WORK INSTRUCTIONS — Set every entry down again exactly, omitting none.

MATERIAL SUPPLIED —
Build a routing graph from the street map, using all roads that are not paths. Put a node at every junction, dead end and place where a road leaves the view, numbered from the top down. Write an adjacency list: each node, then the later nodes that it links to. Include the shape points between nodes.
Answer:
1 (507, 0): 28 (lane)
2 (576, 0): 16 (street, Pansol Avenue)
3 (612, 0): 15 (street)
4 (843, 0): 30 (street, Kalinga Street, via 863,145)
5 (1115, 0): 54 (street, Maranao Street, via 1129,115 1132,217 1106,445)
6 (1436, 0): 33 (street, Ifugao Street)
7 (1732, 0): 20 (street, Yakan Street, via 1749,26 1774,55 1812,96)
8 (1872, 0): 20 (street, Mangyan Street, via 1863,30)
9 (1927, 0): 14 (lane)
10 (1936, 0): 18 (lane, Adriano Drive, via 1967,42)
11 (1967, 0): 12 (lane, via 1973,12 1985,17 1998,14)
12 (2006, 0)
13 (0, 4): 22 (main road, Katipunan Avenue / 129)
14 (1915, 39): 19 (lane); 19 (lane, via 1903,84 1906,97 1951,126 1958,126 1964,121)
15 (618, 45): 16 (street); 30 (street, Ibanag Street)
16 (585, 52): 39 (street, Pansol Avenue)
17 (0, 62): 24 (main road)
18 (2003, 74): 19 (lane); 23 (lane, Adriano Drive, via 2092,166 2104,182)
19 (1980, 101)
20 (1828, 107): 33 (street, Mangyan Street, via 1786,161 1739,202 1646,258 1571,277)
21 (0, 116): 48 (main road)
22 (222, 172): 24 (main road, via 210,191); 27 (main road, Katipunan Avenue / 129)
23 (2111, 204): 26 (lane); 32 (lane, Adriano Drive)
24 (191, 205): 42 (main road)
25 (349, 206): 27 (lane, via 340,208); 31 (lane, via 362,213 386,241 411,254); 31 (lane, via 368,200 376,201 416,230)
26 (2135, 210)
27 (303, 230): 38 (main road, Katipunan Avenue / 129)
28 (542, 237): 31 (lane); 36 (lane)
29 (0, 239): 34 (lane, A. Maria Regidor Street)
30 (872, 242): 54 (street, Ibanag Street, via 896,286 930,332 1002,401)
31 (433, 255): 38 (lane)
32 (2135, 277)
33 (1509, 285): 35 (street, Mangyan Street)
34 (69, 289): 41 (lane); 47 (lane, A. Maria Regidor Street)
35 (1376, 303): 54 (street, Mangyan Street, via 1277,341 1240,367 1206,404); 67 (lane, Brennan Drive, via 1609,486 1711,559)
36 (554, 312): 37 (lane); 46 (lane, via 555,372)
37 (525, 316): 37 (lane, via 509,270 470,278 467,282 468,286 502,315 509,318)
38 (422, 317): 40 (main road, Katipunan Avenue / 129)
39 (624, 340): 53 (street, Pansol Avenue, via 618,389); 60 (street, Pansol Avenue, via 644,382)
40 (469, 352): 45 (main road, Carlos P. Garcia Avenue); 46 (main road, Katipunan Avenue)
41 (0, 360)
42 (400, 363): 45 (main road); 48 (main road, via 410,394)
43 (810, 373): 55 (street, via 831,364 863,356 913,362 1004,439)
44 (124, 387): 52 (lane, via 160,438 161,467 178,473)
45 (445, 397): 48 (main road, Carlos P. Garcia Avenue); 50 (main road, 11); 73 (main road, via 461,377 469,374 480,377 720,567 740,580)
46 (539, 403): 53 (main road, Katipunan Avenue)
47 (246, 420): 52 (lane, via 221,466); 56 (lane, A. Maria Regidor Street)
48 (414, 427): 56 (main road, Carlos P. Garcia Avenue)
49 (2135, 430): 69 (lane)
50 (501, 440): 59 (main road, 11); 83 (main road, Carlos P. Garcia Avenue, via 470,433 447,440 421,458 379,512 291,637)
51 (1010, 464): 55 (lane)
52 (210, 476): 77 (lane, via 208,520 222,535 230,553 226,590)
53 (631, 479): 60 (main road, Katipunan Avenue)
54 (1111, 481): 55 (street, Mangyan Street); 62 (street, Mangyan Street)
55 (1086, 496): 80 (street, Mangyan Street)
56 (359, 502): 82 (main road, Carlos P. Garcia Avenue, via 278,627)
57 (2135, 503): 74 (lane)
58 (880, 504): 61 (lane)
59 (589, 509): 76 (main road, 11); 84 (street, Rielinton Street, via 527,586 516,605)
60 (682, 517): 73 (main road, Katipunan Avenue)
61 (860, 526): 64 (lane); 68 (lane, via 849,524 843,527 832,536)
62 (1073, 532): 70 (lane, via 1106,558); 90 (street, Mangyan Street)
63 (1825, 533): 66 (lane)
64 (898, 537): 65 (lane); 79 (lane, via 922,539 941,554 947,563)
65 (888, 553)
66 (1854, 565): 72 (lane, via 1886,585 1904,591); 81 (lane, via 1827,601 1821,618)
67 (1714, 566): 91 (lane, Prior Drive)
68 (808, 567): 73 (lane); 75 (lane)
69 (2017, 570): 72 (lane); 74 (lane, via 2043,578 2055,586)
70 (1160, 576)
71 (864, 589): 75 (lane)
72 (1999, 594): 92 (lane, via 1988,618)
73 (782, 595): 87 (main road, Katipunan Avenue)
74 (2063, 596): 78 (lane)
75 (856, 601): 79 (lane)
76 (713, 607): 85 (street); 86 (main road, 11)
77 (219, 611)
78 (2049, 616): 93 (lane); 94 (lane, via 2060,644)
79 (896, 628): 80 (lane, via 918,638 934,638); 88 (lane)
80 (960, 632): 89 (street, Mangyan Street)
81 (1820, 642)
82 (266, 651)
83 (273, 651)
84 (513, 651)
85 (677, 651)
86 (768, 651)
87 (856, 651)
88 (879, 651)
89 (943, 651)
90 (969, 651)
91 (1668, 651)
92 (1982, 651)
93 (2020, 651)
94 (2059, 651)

OUTPUT —
Build a routing graph from the street map, using all roads that are not paths. Put a node at every junction, dead end and place where a road leaves the view, numbered from the top down. Write an adjacency list: each node, then the later nodes that it links to. Include the shape points between nodes.
Answer:
1 (507, 0): 28 (lane)
2 (576, 0): 16 (street, Pansol Avenue)
3 (612, 0): 15 (street)
4 (843, 0): 30 (street, Kalinga Street, via 863,145)
5 (1115, 0): 54 (street, Maranao Street, via 1129,115 1132,217 1106,445)
6 (1436, 0): 33 (street, Ifugao Street)
7 (1732, 0): 20 (street, Yakan Street, via 1749,26 1774,55 1812,96)
8 (1872, 0): 20 (street, Mangyan Street, via 1863,30)
9 (1927, 0): 14 (lane)
10 (1936, 0): 18 (lane, Adriano Drive, via 1967,42)
11 (1967, 0): 12 (lane, via 1973,12 1985,17 1998,14)
12 (2006, 0)
13 (0, 4): 22 (main road, Katipunan Avenue / 129)
14 (1915, 39): 19 (lane); 19 (lane, via 1903,84 1906,97 1951,126 1958,126 1964,121)
15 (618, 45): 16 (street); 30 (street, Ibanag Street)
16 (585, 52): 39 (street, Pansol Avenue)
17 (0, 62): 24 (main road)
18 (2003, 74): 19 (lane); 23 (lane, Adriano Drive, via 2092,166 2104,182)
19 (1980, 101)
20 (1828, 107): 33 (street, Mangyan Street, via 1786,161 1739,202 1646,258 1571,277)
21 (0, 116): 48 (main road)
22 (222, 172): 24 (main road, via 210,191); 27 (main road, Katipunan Avenue / 129)
23 (2111, 204): 26 (lane); 32 (lane, Adriano Drive)
24 (191, 205): 42 (main road)
25 (349, 206): 27 (lane, via 340,208); 31 (lane, via 362,213 386,241 411,254); 31 (lane, via 368,200 376,201 416,230)
26 (2135, 210)
27 (303, 230): 38 (main road, Katipunan Avenue / 129)
28 (542, 237): 31 (lane); 36 (lane)
29 (0, 239): 34 (lane, A. Maria Regidor Street)
30 (872, 242): 54 (street, Ibanag Street, via 896,286 930,332 1002,401)
31 (433, 255): 38 (lane)
32 (2135, 277)
33 (1509, 285): 35 (street, Mangyan Street)
34 (69, 289): 41 (lane); 47 (lane, A. Maria Regidor Street)
35 (1376, 303): 54 (street, Mangyan Street, via 1277,341 1240,367 1206,404); 67 (lane, Brennan Drive, via 1609,486 1711,559)
36 (554, 312): 37 (lane); 46 (lane, via 555,372)
37 (525, 316): 37 (lane, via 509,270 470,278 467,282 468,286 502,315 509,318)
38 (422, 317): 40 (main road, Katipunan Avenue / 129)
39 (624, 340): 53 (street, Pansol Avenue, via 618,389); 60 (street, Pansol Avenue, via 644,382)
40 (469, 352): 45 (main road, Carlos P. Garcia Avenue); 46 (main road, Katipunan Avenue)
41 (0, 360)
42 (400, 363): 45 (main road); 48 (main road, via 410,394)
43 (810, 373): 55 (street, via 831,364 863,356 913,362 1004,439)
44 (124, 387): 52 (lane, via 160,438 161,467 178,473)
45 (445, 397): 48 (main road, Carlos P. Garcia Avenue); 50 (main road, 11); 73 (main road, via 461,377 469,374 480,377 720,567 740,580)
46 (539, 403): 53 (main road, Katipunan Avenue)
47 (246, 420): 52 (lane, via 221,466); 56 (lane, A. Maria Regidor Street)
48 (414, 427): 56 (main road, Carlos P. Garcia Avenue)
49 (2135, 430): 69 (lane)
50 (501, 440): 59 (main road, 11); 83 (main road, Carlos P. Garcia Avenue, via 470,433 447,440 421,458 379,512 291,637)
51 (1010, 464): 55 (lane)
52 (210, 476): 77 (lane, via 208,520 222,535 230,553 226,590)
53 (631, 479): 60 (main road, Katipunan Avenue)
54 (1111, 481): 55 (street, Mangyan Street); 62 (street, Mangyan Street)
55 (1086, 496): 80 (street, Mangyan Street)
56 (359, 502): 82 (main road, Carlos P. Garcia Avenue, via 278,627)
57 (2135, 503): 74 (lane)
58 (880, 504): 61 (lane)
59 (589, 509): 76 (main road, 11); 84 (street, Rielinton Street, via 527,586 516,605)
60 (682, 517): 73 (main road, Katipunan Avenue)
61 (860, 526): 64 (lane); 68 (lane, via 849,524 843,527 832,536)
62 (1073, 532): 70 (lane, via 1106,558); 90 (street, Mangyan Street)
63 (1825, 533): 66 (lane)
64 (898, 537): 65 (lane); 79 (lane, via 922,539 941,554 947,563)
65 (888, 553)
66 (1854, 565): 72 (lane, via 1886,585 1904,591); 81 (lane, via 1827,601 1821,618)
67 (1714, 566): 91 (lane, Prior Drive)
68 (808, 567): 73 (lane); 75 (lane)
69 (2017, 570): 72 (lane); 74 (lane, via 2043,578 2055,586)
70 (1160, 576)
71 (864, 589): 75 (lane)
72 (1999, 594): 92 (lane, via 1988,618)
73 (782, 595): 87 (main road, Katipunan Avenue)
74 (2063, 596): 78 (lane)
75 (856, 601): 79 (lane)
76 (713, 607): 85 (street); 86 (main road, 11)
77 (219, 611)
78 (2049, 616): 93 (lane); 94 (lane, via 2060,644)
79 (896, 628): 80 (lane, via 918,638 934,638); 88 (lane)
80 (960, 632): 89 (street, Mangyan Street)
81 (1820, 642)
82 (266, 651)
83 (273, 651)
84 (513, 651)
85 (677, 651)
86 (768, 651)
87 (856, 651)
88 (879, 651)
89 (943, 651)
90 (969, 651)
91 (1668, 651)
92 (1982, 651)
93 (2020, 651)
94 (2059, 651)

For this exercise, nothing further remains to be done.